Your head is for philosophy, your gut is for survival. Now these two are complementary, I think, and the people we tend to remember most in philosophy are those who followed their head and ignored their guts.
I believe in more of a balance, that may be just a personal thing and maybe that's good or bad but it's right for me.
So your head is there to tell you about the truth and your gut is there to tell you that the truth is really fucking dangerous and if you want to make it you better balance what you're doing.
To navigate the challenges of bringing the truth to a world that will try to destroy you for telling the truth, like your life is not worth living if you can't tell the truth, for me, but if If you tell too much truth, well, I think we all know how that plays, right?
So I hope you'll have some gentleness and some understanding.

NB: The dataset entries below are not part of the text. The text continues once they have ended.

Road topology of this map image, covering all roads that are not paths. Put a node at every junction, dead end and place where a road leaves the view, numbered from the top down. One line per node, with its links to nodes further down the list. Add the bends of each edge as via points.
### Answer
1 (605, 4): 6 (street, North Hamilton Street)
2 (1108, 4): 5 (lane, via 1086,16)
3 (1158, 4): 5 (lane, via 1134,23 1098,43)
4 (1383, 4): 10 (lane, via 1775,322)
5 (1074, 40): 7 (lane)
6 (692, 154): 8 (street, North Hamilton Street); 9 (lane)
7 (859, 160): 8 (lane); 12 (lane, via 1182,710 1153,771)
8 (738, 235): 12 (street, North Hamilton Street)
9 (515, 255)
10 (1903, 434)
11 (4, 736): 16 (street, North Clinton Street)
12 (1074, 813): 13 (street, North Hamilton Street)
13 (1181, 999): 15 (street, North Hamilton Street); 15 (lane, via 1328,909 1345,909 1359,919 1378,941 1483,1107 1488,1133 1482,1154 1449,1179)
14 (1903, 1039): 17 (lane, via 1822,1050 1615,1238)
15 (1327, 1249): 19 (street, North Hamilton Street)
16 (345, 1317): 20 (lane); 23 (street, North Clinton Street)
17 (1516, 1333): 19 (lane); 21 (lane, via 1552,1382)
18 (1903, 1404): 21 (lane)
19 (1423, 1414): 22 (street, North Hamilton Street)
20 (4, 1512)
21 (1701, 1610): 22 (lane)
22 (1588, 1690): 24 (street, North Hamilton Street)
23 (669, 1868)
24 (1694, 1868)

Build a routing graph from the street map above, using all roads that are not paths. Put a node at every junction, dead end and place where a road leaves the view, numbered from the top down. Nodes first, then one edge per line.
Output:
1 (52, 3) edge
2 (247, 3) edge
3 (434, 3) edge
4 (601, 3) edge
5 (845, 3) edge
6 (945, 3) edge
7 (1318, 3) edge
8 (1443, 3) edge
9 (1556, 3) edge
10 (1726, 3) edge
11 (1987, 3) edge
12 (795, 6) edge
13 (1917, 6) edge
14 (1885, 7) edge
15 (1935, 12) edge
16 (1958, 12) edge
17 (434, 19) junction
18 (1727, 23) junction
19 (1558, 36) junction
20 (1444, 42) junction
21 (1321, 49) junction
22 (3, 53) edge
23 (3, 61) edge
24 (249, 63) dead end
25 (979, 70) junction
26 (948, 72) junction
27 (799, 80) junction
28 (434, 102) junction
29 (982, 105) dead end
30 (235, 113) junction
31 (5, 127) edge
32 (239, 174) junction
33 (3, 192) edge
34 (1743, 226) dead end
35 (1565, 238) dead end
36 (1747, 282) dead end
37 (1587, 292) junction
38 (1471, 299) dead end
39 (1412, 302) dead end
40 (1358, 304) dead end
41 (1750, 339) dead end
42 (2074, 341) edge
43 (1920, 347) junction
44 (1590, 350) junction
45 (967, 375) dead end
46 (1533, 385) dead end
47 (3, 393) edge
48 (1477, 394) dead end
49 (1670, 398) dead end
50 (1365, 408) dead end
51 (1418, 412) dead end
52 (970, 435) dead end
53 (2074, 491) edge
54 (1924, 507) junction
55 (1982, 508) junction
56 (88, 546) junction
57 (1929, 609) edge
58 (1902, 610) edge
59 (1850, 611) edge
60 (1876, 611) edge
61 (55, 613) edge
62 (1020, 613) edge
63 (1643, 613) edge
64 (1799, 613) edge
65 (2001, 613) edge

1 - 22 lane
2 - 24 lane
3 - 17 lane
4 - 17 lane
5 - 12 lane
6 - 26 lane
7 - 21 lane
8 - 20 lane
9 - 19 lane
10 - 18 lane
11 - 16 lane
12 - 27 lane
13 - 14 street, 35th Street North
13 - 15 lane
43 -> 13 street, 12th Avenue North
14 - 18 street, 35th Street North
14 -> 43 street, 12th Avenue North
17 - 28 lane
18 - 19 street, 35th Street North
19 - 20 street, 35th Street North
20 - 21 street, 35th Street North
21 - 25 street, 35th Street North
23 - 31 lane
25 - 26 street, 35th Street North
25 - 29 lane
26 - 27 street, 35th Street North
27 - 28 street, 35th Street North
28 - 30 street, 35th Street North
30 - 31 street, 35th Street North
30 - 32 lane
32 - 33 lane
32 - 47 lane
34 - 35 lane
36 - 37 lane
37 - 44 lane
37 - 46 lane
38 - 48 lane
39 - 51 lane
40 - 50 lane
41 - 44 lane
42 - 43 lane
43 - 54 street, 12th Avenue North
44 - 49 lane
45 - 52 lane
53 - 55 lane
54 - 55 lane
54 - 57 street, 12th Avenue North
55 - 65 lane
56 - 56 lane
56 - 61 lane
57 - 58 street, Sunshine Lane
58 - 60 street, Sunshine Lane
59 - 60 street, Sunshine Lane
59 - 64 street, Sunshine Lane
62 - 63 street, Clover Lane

[31:24] Your sister gains a sense of power, authority, and powerlessness.
And contentment and satisfaction, she has a generally positive experience by verbally abusing you.
I know this is kind of incomprehensible to those of us with a shred of conscience but you know it is it's just a truth in life that there's a lot of people who gain great and deep satisfaction and a dark and unholy joy out of verbally disassembling other people.
And remember your siblings know exactly where your buttons are and exactly how to push them to to do the most damage, right? To do the most damage.
So your sister wants to harm you. How do we know that? Because she does things that are harmful.
She lures you in and then strikes, right? So your sister wants to harm you.
Empirically that's just a fact, right? People do what they want to do.
Empirically we know what people want to do based upon what they do.
And you want to please your sister because not pleasing your sister as a kid was akin to dying.
It evoked a death threat upon you, right?
And there's lots of ways that siblings can undermine each other.
Food, parental attention, survival from predators. If you're older you know what's a risky situation and you can convince your younger sibling to engage in some risky situation.
I remember when I was on the train going to boarding school when I was six years old I was really really thirsty and there was I wanted to drink from the tap in the washroom on the train but there was a sign there that said.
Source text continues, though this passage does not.